Digital payments company Freecharge has had an eventful journey in the seven years since its inception. From capturing the Indian market through mobile recharges to securing the largest acquisition ever in the country's startup ecosystem, Freecharge's journey has been interspersed by golden periods, cash crunches and fluctuating leadership. In the latest turn of events, Axis Bank has acquired Freecharge from its parent company Snapdeal for $60 million — a drop in the bucket compared to the $400 t0 $450 million that the e-commerce company paid for it two years back.
Here we recount the Freecharge story, from its disruptive beginning to its current ambivalent situation.
Freecharge co-founders Sandeep Tandon and Kunal Shah first teamed up to start a cashback and promotional discounts company for organized retailers called Paisaback. They come upon the idea of starting Freecharge after discovering that one of their clients, a mobile phone store, is earning nearly all its revenue from prepaid mobile recharging.
Tandon and Shah launch the Freecharge site on August 15, 2010. Initially, the site only allows users to recharge their prepaid phones but soon expands its services to include post-paid mobile, DTH, data card, electricity, landline and gas bill payments.
The Mumbai-headquartered company then receives an undisclosed amount in seed funding from Sequoia Capital and Tandon Group.
Freecharge begins providing discount coupons, equivalent to the recharge value, at popular food and retail outlets. With partners like McDonald's, Cafe Coffee Day, Puma, Domino's, Crossword, Croma and several e-commerce platforms, the site accrues a 1.5 million-strong customer base that generates 10,000 transactions a day.
The company then raises $3.9 million in Series A funding from Sequoia Capital in January 2012 and expands out of Mumbai, setting up offices in Bengaluru and Guruguram.
In November 2012, Kunal Shah labels Freecharge a "marketing company that uses recharge as a medium" to differentiate it from rivals Rechargeitnow and Paytm. His company claims that it is generating 40,000 transactions a day which amounts to Rs60 lakh per day and Rs219 crore a year.
Freecharge launches its Android app and is named one of the most promising Indian tech startups by angel funding platform Pluggd.in
Alok Goel, former COO of Redbus, replaces Kunal Shah as Freecharge CEO. Shah continues to hold a key role at his company, now focusing on marketing and expanding the client network.
Freecharge is now India's leading platform for online platform for recharges, utility payments, promotions and couponing. In September, it raises $33 million in Series B funding from Sofina, RuNet and existing investor Sequoia Capital.
Mobile-commerce gains rapid popularity in the Indian startup ecosystem. Over 80 per cent of transactions on Freecharge take place on mobile. The company draws up plans for team expansion, product innovation and marketing.

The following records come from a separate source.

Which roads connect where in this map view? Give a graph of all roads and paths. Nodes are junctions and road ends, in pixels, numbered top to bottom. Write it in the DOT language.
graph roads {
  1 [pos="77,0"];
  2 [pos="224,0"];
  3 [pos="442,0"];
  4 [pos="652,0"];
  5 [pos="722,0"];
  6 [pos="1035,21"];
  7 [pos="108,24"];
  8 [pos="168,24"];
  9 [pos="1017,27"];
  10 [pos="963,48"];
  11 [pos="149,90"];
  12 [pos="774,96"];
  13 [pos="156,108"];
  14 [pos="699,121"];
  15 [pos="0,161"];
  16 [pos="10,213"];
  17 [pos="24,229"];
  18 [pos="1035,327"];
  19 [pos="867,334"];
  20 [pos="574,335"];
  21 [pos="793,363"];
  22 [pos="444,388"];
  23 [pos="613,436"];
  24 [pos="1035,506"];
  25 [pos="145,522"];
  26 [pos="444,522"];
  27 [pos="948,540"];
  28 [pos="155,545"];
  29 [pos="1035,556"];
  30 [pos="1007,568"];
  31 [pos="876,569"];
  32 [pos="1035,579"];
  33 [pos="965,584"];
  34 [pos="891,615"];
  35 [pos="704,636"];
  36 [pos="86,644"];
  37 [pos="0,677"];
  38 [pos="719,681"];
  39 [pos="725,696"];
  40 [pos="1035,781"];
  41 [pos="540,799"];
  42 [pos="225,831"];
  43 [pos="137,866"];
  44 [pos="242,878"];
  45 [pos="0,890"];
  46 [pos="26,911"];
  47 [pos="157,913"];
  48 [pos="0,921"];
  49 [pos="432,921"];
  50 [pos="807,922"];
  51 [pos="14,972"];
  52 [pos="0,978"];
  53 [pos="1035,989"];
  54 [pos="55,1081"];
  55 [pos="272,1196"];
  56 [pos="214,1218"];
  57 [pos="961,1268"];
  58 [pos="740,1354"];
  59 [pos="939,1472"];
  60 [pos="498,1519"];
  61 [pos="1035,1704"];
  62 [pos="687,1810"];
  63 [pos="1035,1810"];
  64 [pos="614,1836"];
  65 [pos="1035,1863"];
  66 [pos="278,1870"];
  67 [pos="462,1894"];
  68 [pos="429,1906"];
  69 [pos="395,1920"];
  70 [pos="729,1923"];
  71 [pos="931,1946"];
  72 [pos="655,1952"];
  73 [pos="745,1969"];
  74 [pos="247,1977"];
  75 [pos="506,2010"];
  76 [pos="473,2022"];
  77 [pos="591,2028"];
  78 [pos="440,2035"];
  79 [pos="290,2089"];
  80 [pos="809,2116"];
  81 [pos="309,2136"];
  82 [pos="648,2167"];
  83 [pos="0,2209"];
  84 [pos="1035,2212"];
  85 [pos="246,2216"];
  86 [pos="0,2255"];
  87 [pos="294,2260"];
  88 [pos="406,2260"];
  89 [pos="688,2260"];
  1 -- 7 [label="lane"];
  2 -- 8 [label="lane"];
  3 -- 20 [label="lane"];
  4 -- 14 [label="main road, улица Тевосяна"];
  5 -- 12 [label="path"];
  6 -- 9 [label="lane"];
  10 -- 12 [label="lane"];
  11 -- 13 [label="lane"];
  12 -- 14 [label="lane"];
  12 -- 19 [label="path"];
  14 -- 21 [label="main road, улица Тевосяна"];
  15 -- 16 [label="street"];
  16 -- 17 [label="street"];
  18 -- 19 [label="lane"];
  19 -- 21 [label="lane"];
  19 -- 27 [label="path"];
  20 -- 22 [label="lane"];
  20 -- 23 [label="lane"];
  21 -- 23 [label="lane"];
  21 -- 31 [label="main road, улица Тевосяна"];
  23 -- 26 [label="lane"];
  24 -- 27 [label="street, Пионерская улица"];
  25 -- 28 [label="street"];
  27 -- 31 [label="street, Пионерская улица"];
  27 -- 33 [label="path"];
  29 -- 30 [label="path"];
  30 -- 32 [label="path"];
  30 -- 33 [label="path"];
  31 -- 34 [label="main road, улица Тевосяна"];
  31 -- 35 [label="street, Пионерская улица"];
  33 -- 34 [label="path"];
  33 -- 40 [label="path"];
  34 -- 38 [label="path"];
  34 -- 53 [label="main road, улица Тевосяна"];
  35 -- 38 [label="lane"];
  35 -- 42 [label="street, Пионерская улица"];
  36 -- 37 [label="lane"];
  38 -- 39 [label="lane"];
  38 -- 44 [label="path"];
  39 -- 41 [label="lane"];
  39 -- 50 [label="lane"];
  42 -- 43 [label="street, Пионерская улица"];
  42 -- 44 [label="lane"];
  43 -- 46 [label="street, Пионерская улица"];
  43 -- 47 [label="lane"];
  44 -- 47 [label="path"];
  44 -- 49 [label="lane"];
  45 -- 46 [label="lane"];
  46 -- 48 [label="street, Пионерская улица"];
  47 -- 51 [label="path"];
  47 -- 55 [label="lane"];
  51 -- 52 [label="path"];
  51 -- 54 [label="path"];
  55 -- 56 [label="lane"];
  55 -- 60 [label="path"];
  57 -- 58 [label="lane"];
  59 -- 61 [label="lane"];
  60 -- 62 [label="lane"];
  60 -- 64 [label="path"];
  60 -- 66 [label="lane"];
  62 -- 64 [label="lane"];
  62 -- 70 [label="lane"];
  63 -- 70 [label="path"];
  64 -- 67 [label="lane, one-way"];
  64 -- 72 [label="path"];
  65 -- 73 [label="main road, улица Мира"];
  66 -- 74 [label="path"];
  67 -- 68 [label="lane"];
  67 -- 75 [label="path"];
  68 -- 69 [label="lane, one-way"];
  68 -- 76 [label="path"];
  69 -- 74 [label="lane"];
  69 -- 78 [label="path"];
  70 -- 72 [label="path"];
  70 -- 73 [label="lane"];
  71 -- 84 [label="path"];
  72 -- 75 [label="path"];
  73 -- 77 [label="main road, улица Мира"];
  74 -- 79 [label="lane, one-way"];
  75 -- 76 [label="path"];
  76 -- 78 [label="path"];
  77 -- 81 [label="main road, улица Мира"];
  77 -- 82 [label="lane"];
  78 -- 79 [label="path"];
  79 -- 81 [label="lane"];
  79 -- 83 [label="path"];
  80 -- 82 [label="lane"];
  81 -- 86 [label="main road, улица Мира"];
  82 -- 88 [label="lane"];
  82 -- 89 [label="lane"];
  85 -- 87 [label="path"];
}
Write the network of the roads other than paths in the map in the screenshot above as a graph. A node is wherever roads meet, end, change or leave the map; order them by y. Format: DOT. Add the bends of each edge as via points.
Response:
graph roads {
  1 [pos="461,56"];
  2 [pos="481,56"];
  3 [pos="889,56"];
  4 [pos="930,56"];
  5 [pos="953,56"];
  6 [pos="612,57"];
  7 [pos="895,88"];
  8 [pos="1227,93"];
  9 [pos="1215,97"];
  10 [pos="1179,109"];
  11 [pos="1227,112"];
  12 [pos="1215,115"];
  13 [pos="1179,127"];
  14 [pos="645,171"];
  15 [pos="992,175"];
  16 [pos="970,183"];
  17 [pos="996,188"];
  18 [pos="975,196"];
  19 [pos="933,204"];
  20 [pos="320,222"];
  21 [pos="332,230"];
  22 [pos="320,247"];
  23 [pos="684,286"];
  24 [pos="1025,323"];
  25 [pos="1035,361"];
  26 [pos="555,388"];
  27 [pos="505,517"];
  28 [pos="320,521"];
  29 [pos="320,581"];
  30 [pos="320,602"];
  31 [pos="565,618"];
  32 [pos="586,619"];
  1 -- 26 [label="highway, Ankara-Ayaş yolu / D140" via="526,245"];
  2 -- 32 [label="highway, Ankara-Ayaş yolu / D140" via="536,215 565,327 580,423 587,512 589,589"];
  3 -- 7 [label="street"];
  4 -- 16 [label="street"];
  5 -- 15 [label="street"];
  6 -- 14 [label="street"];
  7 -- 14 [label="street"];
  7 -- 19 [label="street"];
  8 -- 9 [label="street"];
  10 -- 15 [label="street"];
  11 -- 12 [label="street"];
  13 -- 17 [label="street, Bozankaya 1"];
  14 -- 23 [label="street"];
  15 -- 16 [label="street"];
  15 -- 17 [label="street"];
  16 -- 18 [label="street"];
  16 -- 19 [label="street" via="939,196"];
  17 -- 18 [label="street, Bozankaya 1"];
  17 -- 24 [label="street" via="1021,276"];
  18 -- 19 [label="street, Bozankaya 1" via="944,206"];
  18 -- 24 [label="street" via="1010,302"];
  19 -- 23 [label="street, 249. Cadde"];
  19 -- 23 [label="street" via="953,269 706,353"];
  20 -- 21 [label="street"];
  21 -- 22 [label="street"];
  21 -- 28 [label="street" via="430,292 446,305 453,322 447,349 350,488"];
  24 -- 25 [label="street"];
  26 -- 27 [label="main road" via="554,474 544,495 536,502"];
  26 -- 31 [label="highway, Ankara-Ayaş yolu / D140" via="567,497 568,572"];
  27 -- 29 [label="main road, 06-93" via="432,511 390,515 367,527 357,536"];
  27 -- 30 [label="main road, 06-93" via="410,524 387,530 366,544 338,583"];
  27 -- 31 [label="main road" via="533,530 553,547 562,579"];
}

Freecharge holds its Series C funding round in February. It raises $80 million from Hong Kong-based Tybourne Capital Management and San Francisco-based Valiant Capital Management. Existing investors Sequoia Capital, RuNet, and Sofina also participate in the round.
Snapdeal acquires Freecharge for $400 to $450 million in April in what is touted as the biggest M&A deal in the history of India's startup ecosystem. Alok Goel steps down as CEO to focus on fostering new business opportunities for the combined Snapdeal-FreeCharge entity. Kunal Shah takes over his old role as Freecharge CEO.
Freecharge launches its mobile wallet in October to capitalise on the growing digital payments sector in India. It allows customers to make transactions across all major online platforms and offline stores along with peer-to-peer payments.
Freecharge undergoes yet another change in leadership as Govind Rajan is appointed as the new CEO. Kunal Shah takes the role of Chairman.
The company claims to have an estimated 10-seconds payment time and a 99% success rate. It boasts of a 70% loyalty rate and a usage rate of more than five times a month, per user.
Freecharge partners with Axis Bank in September and launches a Unified Payments Interface (UPI) to allow instant bank transactions using a virtual payment address (VPA).
Reports emerge that Freecharge is trying to raise funds from SoftBank, Tenecent and Foxconn.
Jasper Infotech, Snapdeal's parent company invests $60.8 million into Freecharge in January but the company continues to struggle for cash.
A few weeks later, Govind Rajan resigns as the company's CEO. Jason Kothari, former Housing.com CEO and Snapdeal's chief strategy and investment officer, is announced as his replacement. Freecharge receives $4.5 million in funds from Jasper Infotech in March followed by another $3.4 million capital infusion from the company in May.
Freecharge's parent company Snapdeal continues to struggle financially and is reportedly in talks for a sell out to Flipkart.
Axis Bank acquires Freecharge for $60 million on July 27. The deal gives the private sector lender access to Freecharge’s claimed 52 million mobile wallet holders and provides impetus to its digital journey.